> WHAT YOU WILL DO:
Filter the listing below for "image" and report every line that has it.

> MATERIAL FOR THIS EXERCISE:
──────────────────────────────

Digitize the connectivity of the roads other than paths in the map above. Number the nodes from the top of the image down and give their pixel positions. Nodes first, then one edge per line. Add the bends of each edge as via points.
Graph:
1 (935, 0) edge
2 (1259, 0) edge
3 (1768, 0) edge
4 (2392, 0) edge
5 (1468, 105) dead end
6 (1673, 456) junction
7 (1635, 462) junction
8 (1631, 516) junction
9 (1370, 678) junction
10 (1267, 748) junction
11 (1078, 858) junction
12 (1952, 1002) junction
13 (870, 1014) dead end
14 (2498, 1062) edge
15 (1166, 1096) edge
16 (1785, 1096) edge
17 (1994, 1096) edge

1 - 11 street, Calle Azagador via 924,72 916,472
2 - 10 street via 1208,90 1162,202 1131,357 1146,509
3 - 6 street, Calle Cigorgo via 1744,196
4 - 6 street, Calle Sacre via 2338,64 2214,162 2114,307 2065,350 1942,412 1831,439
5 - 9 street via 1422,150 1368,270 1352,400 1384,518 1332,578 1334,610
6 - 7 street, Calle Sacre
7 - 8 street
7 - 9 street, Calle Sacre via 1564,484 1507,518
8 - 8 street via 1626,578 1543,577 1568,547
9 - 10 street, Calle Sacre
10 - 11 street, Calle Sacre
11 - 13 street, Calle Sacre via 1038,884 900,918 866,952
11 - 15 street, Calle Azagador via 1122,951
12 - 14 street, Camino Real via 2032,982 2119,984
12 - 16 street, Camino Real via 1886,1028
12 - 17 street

──────────────────────────────

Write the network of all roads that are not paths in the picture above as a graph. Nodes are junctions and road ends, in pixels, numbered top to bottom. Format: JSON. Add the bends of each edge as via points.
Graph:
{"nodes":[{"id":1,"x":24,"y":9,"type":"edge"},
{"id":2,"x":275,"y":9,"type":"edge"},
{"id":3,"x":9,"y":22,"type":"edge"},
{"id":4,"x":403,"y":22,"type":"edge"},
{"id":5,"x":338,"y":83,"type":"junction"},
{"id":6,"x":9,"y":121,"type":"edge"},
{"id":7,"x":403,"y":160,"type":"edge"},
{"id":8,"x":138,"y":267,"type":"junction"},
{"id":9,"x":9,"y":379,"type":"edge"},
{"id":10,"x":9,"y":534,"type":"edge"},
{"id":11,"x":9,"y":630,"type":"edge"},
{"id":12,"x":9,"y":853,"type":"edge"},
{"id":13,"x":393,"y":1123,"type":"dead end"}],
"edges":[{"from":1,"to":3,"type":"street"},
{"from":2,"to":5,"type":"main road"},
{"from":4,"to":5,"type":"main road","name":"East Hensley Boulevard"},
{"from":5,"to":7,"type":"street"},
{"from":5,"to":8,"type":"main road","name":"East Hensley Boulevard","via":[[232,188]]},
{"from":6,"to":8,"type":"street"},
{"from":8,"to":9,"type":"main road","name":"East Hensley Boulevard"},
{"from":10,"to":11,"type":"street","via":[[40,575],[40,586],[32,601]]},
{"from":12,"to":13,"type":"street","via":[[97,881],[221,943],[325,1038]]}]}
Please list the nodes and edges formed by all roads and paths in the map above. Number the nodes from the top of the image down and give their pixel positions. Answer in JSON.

──────────────────────────────

> ANSWER TO THIS TASK:
Digitize the connectivity of the roads other than paths in the map above. Number the nodes from the top of the image down and give their pixel positions. Nodes first, then one edge per line. Add the bends of each edge as via points.
Please list the nodes and edges formed by all roads and paths in the map above. Number the nodes from the top of the image down and give their pixel positions. Answer in JSON.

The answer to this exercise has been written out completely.